___ EXTRACTED RECORDS

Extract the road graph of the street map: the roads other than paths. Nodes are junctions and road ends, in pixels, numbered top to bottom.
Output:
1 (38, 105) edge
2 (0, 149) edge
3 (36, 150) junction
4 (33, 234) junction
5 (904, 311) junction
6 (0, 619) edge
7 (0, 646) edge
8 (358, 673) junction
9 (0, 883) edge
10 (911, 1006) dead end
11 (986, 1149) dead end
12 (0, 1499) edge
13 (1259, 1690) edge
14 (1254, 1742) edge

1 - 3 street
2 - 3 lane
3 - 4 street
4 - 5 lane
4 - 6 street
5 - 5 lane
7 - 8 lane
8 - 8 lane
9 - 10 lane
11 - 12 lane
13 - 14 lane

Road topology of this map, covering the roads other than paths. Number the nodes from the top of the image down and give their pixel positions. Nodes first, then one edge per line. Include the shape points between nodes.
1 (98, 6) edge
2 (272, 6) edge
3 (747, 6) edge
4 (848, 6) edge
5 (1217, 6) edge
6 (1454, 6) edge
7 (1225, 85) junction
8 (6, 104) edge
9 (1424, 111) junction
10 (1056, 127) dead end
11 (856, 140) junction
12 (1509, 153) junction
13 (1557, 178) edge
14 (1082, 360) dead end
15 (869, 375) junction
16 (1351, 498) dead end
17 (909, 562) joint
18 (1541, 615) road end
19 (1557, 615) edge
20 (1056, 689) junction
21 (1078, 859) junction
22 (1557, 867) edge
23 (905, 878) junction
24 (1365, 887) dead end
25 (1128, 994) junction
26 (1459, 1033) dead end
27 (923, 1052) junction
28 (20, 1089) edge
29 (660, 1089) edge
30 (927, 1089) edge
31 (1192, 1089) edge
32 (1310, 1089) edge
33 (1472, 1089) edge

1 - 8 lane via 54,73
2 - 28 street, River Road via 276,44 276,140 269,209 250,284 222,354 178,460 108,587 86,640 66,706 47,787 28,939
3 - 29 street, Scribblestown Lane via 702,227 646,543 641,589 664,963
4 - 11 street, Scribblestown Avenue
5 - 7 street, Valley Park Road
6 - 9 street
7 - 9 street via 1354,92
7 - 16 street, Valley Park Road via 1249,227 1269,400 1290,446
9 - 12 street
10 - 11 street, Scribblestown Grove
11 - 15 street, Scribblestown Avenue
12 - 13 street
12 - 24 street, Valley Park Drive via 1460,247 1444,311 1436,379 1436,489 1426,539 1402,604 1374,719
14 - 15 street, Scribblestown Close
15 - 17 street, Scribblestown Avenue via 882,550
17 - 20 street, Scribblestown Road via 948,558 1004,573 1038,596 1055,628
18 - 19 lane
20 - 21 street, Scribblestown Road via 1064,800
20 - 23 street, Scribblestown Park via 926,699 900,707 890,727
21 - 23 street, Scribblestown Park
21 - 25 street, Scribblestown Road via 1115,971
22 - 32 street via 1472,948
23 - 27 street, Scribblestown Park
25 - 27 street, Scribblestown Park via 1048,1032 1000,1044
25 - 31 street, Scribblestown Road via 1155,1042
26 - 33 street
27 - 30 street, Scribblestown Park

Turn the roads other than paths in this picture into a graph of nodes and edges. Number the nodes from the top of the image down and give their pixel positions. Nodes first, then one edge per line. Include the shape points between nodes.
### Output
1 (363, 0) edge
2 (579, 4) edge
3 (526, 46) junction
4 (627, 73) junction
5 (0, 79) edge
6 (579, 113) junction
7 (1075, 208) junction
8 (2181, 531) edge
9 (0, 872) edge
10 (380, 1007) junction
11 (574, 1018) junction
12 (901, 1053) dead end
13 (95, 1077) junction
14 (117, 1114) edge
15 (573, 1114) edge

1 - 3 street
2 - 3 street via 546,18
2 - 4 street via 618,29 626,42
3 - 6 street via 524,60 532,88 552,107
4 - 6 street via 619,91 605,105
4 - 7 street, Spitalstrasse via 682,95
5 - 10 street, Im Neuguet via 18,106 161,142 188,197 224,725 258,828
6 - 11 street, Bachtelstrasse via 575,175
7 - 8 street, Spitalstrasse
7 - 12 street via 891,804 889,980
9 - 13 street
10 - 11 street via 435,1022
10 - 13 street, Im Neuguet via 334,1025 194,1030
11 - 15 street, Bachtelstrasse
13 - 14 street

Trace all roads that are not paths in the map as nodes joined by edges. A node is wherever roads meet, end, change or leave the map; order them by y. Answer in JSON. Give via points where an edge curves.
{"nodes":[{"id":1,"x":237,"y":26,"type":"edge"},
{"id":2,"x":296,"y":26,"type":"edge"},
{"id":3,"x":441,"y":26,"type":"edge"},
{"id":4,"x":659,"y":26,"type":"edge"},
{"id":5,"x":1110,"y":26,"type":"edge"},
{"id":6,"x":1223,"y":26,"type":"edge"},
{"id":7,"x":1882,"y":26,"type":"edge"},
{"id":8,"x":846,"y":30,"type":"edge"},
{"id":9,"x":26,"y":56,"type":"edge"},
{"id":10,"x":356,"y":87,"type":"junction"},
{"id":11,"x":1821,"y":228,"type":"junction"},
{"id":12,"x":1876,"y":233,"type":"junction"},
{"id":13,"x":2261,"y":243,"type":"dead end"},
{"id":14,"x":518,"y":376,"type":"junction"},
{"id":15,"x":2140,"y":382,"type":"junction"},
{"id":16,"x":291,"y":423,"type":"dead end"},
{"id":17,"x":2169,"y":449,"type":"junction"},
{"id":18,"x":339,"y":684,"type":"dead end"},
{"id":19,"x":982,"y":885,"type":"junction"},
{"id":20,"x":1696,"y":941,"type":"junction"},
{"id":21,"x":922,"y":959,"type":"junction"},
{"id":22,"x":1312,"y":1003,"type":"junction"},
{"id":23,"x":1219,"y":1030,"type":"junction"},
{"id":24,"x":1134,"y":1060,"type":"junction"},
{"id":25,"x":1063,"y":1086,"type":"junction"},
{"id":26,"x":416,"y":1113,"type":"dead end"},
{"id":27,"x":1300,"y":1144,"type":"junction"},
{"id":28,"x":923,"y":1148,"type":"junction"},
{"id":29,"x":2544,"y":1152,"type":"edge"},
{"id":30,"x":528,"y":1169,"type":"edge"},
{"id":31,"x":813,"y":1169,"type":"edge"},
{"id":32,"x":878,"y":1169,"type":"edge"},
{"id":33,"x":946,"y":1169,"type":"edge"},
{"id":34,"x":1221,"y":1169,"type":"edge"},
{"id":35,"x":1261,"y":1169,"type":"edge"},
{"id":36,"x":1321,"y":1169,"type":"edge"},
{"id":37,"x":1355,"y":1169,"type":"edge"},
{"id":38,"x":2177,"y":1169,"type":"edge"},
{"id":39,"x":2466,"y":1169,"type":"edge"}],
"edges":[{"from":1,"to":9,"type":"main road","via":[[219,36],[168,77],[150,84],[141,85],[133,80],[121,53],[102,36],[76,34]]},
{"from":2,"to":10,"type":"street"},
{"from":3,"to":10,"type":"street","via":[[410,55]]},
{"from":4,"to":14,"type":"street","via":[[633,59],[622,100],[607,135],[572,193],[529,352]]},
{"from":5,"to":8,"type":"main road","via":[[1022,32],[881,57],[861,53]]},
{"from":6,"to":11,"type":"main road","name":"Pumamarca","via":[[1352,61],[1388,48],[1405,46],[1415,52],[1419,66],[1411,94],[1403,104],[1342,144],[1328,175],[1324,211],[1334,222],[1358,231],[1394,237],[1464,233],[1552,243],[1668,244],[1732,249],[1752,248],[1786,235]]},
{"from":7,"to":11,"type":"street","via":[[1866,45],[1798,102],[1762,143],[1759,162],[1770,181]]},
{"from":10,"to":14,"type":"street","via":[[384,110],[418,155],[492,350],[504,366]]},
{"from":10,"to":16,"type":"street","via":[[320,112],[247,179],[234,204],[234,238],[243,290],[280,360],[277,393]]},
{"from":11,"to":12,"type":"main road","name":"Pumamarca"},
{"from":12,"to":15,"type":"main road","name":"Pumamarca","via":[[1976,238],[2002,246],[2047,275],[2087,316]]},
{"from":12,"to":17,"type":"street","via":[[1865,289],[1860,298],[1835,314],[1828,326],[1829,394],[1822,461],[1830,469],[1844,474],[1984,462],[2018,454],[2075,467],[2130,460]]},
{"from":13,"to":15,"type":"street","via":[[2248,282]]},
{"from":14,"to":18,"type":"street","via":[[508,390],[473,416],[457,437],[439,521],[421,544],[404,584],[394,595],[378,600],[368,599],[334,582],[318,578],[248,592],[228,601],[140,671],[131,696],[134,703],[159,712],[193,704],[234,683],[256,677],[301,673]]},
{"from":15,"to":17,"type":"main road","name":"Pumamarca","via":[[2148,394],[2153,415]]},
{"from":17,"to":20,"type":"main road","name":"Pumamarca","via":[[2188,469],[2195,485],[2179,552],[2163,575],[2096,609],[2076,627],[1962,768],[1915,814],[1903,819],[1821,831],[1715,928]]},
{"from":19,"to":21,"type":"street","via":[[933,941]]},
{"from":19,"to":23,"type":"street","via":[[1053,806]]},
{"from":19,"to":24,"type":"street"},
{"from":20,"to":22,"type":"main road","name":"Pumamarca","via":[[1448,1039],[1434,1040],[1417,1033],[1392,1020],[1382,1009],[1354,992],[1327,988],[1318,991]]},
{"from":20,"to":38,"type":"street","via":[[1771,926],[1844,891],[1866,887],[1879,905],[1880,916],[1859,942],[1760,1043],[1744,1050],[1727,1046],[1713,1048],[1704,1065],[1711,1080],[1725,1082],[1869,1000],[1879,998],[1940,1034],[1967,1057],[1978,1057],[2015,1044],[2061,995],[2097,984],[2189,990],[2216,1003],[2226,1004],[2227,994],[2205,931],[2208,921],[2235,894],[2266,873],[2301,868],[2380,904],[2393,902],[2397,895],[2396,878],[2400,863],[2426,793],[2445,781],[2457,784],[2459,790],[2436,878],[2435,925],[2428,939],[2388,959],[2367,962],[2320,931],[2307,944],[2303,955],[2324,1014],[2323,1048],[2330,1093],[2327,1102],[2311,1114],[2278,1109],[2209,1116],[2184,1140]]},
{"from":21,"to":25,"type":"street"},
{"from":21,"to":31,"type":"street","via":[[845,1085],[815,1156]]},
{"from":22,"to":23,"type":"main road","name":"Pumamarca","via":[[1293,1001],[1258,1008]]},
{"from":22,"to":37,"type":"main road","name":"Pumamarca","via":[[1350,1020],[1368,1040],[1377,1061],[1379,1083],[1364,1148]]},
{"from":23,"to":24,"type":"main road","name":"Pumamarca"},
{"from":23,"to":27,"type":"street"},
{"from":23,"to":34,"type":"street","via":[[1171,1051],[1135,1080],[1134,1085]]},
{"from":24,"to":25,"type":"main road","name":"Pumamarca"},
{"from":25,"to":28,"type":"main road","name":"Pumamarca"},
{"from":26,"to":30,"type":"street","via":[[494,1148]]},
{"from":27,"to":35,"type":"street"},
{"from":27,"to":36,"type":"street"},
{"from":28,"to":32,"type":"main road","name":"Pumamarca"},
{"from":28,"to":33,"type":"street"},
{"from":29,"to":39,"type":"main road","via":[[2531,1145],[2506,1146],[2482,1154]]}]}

______

#### GOAL OF THE EXERCISE:
Read the listing. Copy each line that has the word "Valley" in it.

#### WRITTEN RESPONSE:
5 - 7 street, Valley Park Road
7 - 16 street, Valley Park Road via 1249,227 1269,400 1290,446
12 - 24 street, Valley Park Drive via 1460,247 1444,311 1436,379 1436,489 1426,539 1402,604 1374,719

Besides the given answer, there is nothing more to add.